*THE TASK*:
Only an exact repetition of every entry counts as the answer.
——
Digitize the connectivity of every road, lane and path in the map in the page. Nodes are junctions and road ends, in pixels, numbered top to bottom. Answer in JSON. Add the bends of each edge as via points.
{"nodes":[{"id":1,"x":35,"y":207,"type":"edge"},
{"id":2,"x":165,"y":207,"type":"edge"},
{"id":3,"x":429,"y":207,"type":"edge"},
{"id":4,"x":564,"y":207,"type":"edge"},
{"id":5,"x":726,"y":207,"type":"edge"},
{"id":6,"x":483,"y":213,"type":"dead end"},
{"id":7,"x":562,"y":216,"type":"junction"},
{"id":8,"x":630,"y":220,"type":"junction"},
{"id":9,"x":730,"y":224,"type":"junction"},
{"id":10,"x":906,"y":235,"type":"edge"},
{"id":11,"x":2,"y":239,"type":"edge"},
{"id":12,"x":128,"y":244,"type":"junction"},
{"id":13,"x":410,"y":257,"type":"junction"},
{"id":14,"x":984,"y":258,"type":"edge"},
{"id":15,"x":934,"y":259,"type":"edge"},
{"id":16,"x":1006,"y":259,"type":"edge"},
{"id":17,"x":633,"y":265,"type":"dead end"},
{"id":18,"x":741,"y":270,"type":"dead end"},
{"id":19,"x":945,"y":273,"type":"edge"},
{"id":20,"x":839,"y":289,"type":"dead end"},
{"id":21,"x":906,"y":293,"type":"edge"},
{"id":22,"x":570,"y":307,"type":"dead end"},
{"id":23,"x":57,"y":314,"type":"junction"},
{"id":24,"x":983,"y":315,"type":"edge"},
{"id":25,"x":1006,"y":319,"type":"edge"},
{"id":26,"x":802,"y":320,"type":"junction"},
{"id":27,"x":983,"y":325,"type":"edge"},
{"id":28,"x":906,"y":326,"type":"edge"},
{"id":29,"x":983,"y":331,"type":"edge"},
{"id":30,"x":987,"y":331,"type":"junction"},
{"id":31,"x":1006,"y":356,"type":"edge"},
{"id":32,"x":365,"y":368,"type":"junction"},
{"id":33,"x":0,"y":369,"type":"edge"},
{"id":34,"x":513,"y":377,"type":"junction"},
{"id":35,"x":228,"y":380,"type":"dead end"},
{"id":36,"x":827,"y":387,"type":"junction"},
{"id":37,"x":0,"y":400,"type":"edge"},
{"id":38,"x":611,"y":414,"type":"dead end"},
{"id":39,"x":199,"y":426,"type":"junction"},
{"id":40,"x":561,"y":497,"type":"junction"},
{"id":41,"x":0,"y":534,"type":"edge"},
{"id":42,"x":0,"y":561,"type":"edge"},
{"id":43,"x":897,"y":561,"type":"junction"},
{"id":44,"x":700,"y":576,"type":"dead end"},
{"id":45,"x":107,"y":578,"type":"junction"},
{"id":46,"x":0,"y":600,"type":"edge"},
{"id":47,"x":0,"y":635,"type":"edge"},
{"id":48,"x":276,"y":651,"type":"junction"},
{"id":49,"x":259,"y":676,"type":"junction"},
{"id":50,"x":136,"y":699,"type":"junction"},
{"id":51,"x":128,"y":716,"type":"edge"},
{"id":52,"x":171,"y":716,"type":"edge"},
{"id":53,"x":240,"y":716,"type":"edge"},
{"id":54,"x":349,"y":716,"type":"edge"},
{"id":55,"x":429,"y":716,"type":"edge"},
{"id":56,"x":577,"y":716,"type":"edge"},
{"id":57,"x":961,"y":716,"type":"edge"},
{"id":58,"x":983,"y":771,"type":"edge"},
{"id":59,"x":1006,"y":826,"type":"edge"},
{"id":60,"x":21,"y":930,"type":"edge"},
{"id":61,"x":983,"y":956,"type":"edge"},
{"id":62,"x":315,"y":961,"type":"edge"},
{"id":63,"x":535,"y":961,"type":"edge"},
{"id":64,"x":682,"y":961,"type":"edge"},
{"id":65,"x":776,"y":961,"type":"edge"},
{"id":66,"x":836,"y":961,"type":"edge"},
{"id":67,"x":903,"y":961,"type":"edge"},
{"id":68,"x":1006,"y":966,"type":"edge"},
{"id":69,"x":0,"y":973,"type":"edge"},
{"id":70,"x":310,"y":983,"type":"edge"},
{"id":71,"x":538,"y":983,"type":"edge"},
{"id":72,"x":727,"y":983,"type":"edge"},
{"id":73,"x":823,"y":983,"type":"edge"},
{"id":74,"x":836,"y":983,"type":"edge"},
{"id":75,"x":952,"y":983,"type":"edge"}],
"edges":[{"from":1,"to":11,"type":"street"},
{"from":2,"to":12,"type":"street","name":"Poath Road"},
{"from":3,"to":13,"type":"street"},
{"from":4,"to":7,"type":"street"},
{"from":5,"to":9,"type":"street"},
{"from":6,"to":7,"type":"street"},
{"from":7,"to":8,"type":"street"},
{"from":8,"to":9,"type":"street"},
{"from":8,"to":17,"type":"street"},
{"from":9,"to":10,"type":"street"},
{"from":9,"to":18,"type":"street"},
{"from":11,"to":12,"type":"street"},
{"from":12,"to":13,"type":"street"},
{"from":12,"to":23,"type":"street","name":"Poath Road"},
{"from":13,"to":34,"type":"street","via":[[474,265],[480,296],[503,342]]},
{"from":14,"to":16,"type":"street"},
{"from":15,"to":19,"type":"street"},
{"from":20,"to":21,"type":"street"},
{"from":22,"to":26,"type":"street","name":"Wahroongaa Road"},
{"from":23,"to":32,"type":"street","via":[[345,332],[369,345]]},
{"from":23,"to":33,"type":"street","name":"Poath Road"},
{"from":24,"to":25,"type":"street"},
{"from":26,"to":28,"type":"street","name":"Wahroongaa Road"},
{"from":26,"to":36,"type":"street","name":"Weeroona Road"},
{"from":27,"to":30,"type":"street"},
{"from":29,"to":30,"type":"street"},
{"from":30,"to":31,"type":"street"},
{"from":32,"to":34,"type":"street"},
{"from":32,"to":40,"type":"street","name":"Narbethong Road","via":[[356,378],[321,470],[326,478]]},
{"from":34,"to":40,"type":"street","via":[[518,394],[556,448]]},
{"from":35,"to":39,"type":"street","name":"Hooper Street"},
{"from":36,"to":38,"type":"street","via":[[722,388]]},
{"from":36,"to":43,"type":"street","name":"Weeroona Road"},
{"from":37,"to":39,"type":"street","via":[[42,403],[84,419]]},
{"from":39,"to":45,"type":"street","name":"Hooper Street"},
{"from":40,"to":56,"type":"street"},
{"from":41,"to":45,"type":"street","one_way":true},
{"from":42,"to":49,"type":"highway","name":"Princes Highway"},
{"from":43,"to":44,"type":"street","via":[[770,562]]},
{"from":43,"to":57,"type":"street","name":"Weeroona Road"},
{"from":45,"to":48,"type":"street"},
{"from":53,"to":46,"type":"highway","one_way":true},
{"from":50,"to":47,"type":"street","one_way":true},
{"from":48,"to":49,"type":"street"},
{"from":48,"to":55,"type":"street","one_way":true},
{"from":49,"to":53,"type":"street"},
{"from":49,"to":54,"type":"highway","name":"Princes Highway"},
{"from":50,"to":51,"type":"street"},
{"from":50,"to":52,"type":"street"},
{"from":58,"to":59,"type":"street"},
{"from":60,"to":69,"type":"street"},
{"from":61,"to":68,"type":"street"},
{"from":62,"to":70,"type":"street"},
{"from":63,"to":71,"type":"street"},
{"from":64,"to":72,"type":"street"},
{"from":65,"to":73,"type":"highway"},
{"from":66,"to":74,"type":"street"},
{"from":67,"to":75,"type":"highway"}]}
——
*EXERCISE RESULT*:
Digitize the connectivity of every road, lane and path in the map in the page. Nodes are junctions and road ends, in pixels, numbered top to bottom. Answer in JSON. Add the bends of each edge as via points.
{"nodes":[{"id":1,"x":35,"y":207,"type":"edge"},
{"id":2,"x":165,"y":207,"type":"edge"},
{"id":3,"x":429,"y":207,"type":"edge"},
{"id":4,"x":564,"y":207,"type":"edge"},
{"id":5,"x":726,"y":207,"type":"edge"},
{"id":6,"x":483,"y":213,"type":"dead end"},
{"id":7,"x":562,"y":216,"type":"junction"},
{"id":8,"x":630,"y":220,"type":"junction"},
{"id":9,"x":730,"y":224,"type":"junction"},
{"id":10,"x":906,"y":235,"type":"edge"},
{"id":11,"x":2,"y":239,"type":"edge"},
{"id":12,"x":128,"y":244,"type":"junction"},
{"id":13,"x":410,"y":257,"type":"junction"},
{"id":14,"x":984,"y":258,"type":"edge"},
{"id":15,"x":934,"y":259,"type":"edge"},
{"id":16,"x":1006,"y":259,"type":"edge"},
{"id":17,"x":633,"y":265,"type":"dead end"},
{"id":18,"x":741,"y":270,"type":"dead end"},
{"id":19,"x":945,"y":273,"type":"edge"},
{"id":20,"x":839,"y":289,"type":"dead end"},
{"id":21,"x":906,"y":293,"type":"edge"},
{"id":22,"x":570,"y":307,"type":"dead end"},
{"id":23,"x":57,"y":314,"type":"junction"},
{"id":24,"x":983,"y":315,"type":"edge"},
{"id":25,"x":1006,"y":319,"type":"edge"},
{"id":26,"x":802,"y":320,"type":"junction"},
{"id":27,"x":983,"y":325,"type":"edge"},
{"id":28,"x":906,"y":326,"type":"edge"},
{"id":29,"x":983,"y":331,"type":"edge"},
{"id":30,"x":987,"y":331,"type":"junction"},
{"id":31,"x":1006,"y":356,"type":"edge"},
{"id":32,"x":365,"y":368,"type":"junction"},
{"id":33,"x":0,"y":369,"type":"edge"},
{"id":34,"x":513,"y":377,"type":"junction"},
{"id":35,"x":228,"y":380,"type":"dead end"},
{"id":36,"x":827,"y":387,"type":"junction"},
{"id":37,"x":0,"y":400,"type":"edge"},
{"id":38,"x":611,"y":414,"type":"dead end"},
{"id":39,"x":199,"y":426,"type":"junction"},
{"id":40,"x":561,"y":497,"type":"junction"},
{"id":41,"x":0,"y":534,"type":"edge"},
{"id":42,"x":0,"y":561,"type":"edge"},
{"id":43,"x":897,"y":561,"type":"junction"},
{"id":44,"x":700,"y":576,"type":"dead end"},
{"id":45,"x":107,"y":578,"type":"junction"},
{"id":46,"x":0,"y":600,"type":"edge"},
{"id":47,"x":0,"y":635,"type":"edge"},
{"id":48,"x":276,"y":651,"type":"junction"},
{"id":49,"x":259,"y":676,"type":"junction"},
{"id":50,"x":136,"y":699,"type":"junction"},
{"id":51,"x":128,"y":716,"type":"edge"},
{"id":52,"x":171,"y":716,"type":"edge"},
{"id":53,"x":240,"y":716,"type":"edge"},
{"id":54,"x":349,"y":716,"type":"edge"},
{"id":55,"x":429,"y":716,"type":"edge"},
{"id":56,"x":577,"y":716,"type":"edge"},
{"id":57,"x":961,"y":716,"type":"edge"},
{"id":58,"x":983,"y":771,"type":"edge"},
{"id":59,"x":1006,"y":826,"type":"edge"},
{"id":60,"x":21,"y":930,"type":"edge"},
{"id":61,"x":983,"y":956,"type":"edge"},
{"id":62,"x":315,"y":961,"type":"edge"},
{"id":63,"x":535,"y":961,"type":"edge"},
{"id":64,"x":682,"y":961,"type":"edge"},
{"id":65,"x":776,"y":961,"type":"edge"},
{"id":66,"x":836,"y":961,"type":"edge"},
{"id":67,"x":903,"y":961,"type":"edge"},
{"id":68,"x":1006,"y":966,"type":"edge"},
{"id":69,"x":0,"y":973,"type":"edge"},
{"id":70,"x":310,"y":983,"type":"edge"},
{"id":71,"x":538,"y":983,"type":"edge"},
{"id":72,"x":727,"y":983,"type":"edge"},
{"id":73,"x":823,"y":983,"type":"edge"},
{"id":74,"x":836,"y":983,"type":"edge"},
{"id":75,"x":952,"y":983,"type":"edge"}],
"edges":[{"from":1,"to":11,"type":"street"},
{"from":2,"to":12,"type":"street","name":"Poath Road"},
{"from":3,"to":13,"type":"street"},
{"from":4,"to":7,"type":"street"},
{"from":5,"to":9,"type":"street"},
{"from":6,"to":7,"type":"street"},
{"from":7,"to":8,"type":"street"},
{"from":8,"to":9,"type":"street"},
{"from":8,"to":17,"type":"street"},
{"from":9,"to":10,"type":"street"},
{"from":9,"to":18,"type":"street"},
{"from":11,"to":12,"type":"street"},
{"from":12,"to":13,"type":"street"},
{"from":12,"to":23,"type":"street","name":"Poath Road"},
{"from":13,"to":34,"type":"street","via":[[474,265],[480,296],[503,342]]},
{"from":14,"to":16,"type":"street"},
{"from":15,"to":19,"type":"street"},
{"from":20,"to":21,"type":"street"},
{"from":22,"to":26,"type":"street","name":"Wahroongaa Road"},
{"from":23,"to":32,"type":"street","via":[[345,332],[369,345]]},
{"from":23,"to":33,"type":"street","name":"Poath Road"},
{"from":24,"to":25,"type":"street"},
{"from":26,"to":28,"type":"street","name":"Wahroongaa Road"},
{"from":26,"to":36,"type":"street","name":"Weeroona Road"},
{"from":27,"to":30,"type":"street"},
{"from":29,"to":30,"type":"street"},
{"from":30,"to":31,"type":"street"},
{"from":32,"to":34,"type":"street"},
{"from":32,"to":40,"type":"street","name":"Narbethong Road","via":[[356,378],[321,470],[326,478]]},
{"from":34,"to":40,"type":"street","via":[[518,394],[556,448]]},
{"from":35,"to":39,"type":"street","name":"Hooper Street"},
{"from":36,"to":38,"type":"street","via":[[722,388]]},
{"from":36,"to":43,"type":"street","name":"Weeroona Road"},
{"from":37,"to":39,"type":"street","via":[[42,403],[84,419]]},
{"from":39,"to":45,"type":"street","name":"Hooper Street"},
{"from":40,"to":56,"type":"street"},
{"from":41,"to":45,"type":"street","one_way":true},
{"from":42,"to":49,"type":"highway","name":"Princes Highway"},
{"from":43,"to":44,"type":"street","via":[[770,562]]},
{"from":43,"to":57,"type":"street","name":"Weeroona Road"},
{"from":45,"to":48,"type":"street"},
{"from":53,"to":46,"type":"highway","one_way":true},
{"from":50,"to":47,"type":"street","one_way":true},
{"from":48,"to":49,"type":"street"},
{"from":48,"to":55,"type":"street","one_way":true},
{"from":49,"to":53,"type":"street"},
{"from":49,"to":54,"type":"highway","name":"Princes Highway"},
{"from":50,"to":51,"type":"street"},
{"from":50,"to":52,"type":"street"},
{"from":58,"to":59,"type":"street"},
{"from":60,"to":69,"type":"street"},
{"from":61,"to":68,"type":"street"},
{"from":62,"to":70,"type":"street"},
{"from":63,"to":71,"type":"street"},
{"from":64,"to":72,"type":"street"},
{"from":65,"to":73,"type":"highway"},
{"from":66,"to":74,"type":"street"},
{"from":67,"to":75,"type":"highway"}]}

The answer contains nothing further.